We now review our three implementations: TranslatorGenerator, RollingGenerator, and SpinningGenerator.

Listing 6 shows the TranslationGenerator. The first transform is a translation to (x, y) and the last one a translation to (x+w, y+h). In between, translations increase by (w/(nTransforms-1), h/(nTransforms-1)) each. Figure 3 shows the animation effect created with this generator. When the application runs, the Shape appears to be flying across the window.

Figure 3
Figure 3. The animation effect created with the TranslationGenerator.

Listing 7 shows the RollingGenerator. This generator creates a more sophisticated effect: The Shape appears to be rolling from the left to the right, as shown in Figure 4. We are careful to first apply the translation and then the rotation so that the rotation about the origin is applied first and then the translation, as we explained earlier.

Figure 4
Figure 4. RollingGenerator creates a more sophisticated effect.

Listing 8 shows the SpinningGenerator. Our final transform generator both scales and rotates the Shape: It is initially blown up and then shrunk to its final position while rotating (see Figure 5).

Figure 5
Figure 5. SpinningGenerator both scales and rotates the Shape.

Our three examples just hint at the possibilities we have: More elaborate effects can be created by more complex transforms combinations and more sophisticated variations. For example, if we make the y component of a translation generator be a sinusoidal function of the x component, we achieve a "wave" effect (see Listing 9).

This gives a more dramatic effect than a simple translation generator (see Figure 6).

Figure 5
Figure 6. The "wave" gives a more dramatic effect than a simple translation generator.

To create interesting effects, we need to combine transforms (e.g., translations and rotations, as in the rolling generator), use the appropriate techniques to generate the transform parameters (as we do for the wave generator), and experiment a lot!

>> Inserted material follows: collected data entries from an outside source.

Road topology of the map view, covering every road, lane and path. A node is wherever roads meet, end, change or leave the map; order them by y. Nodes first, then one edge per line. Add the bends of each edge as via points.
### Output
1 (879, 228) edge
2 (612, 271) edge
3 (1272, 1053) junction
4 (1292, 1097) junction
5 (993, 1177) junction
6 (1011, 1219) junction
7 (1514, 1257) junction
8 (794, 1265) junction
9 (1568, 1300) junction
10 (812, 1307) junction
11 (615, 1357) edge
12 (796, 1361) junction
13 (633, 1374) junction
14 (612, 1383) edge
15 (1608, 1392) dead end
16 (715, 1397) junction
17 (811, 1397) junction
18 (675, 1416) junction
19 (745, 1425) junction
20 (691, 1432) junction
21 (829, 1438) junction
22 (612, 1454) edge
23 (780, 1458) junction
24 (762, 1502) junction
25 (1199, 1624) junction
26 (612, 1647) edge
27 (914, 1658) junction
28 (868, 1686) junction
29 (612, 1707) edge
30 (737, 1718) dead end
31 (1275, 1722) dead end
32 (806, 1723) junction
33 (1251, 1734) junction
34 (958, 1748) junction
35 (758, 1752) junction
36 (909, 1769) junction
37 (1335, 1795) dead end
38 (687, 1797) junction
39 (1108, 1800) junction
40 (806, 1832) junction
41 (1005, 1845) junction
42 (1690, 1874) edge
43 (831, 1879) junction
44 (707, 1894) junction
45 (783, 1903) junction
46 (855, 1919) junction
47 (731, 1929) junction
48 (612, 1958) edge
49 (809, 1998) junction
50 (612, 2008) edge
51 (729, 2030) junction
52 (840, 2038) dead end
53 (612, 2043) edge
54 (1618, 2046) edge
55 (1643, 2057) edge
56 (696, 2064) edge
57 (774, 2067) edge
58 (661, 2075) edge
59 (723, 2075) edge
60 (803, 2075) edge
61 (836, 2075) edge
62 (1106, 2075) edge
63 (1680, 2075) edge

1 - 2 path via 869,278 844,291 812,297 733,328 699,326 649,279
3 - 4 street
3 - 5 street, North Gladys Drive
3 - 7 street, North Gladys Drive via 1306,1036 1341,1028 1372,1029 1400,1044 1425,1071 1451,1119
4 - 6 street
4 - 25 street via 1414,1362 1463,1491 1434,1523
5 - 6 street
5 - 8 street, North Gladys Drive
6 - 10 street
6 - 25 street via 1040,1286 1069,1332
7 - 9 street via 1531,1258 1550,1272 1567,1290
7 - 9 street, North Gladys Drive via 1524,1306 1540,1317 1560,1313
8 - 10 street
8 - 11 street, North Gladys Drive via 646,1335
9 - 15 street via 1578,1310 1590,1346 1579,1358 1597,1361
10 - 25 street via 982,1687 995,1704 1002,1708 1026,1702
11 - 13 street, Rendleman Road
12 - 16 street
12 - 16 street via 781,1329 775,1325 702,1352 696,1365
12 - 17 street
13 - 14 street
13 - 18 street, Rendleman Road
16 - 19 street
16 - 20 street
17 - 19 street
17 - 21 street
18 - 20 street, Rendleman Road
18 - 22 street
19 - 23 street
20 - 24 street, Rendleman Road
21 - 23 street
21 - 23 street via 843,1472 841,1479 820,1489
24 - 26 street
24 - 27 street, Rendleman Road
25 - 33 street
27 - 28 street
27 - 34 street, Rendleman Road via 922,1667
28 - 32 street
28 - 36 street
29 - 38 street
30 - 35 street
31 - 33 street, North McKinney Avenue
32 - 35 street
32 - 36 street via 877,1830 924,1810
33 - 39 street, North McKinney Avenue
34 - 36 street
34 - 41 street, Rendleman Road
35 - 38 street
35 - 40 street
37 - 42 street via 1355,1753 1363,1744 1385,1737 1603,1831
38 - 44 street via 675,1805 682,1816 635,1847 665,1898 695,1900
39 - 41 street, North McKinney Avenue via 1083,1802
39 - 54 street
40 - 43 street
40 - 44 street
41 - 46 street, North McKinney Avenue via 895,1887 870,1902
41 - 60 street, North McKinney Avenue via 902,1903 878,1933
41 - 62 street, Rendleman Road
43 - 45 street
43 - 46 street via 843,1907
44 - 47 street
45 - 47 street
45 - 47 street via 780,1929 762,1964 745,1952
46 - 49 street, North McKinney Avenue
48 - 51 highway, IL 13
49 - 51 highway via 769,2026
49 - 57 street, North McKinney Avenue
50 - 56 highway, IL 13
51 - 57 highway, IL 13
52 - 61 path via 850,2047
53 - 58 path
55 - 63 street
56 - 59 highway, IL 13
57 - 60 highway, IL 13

This is the end of the second part on AffineTransforms. I've devoted two columns to AffineTransforms because it is important to understand them well to be comfortable with the API. In the first part, we saw how AffineTransforms can be used to transform between the user space and the device space, how they let us create modified versions of Shape and Font objects. We discussed the five elementary transforms (translation, rotation, shear, scaling, and reflection) and how to combine them to create more complex transforms. Finally, in this second part, we saw how those elementary transforms can be used to create animation effects.

In our example, we used two GradientPaint objects to render the Shape we animated, but we did not discuss it. The GradientPaint, along with other types of Paints, will be the topic of a future column.

By now, I hope you all want to rush to your computers and start experimenting with Java 2D and AffineTransforms to create flying, bouncing, and rocking rendering effects!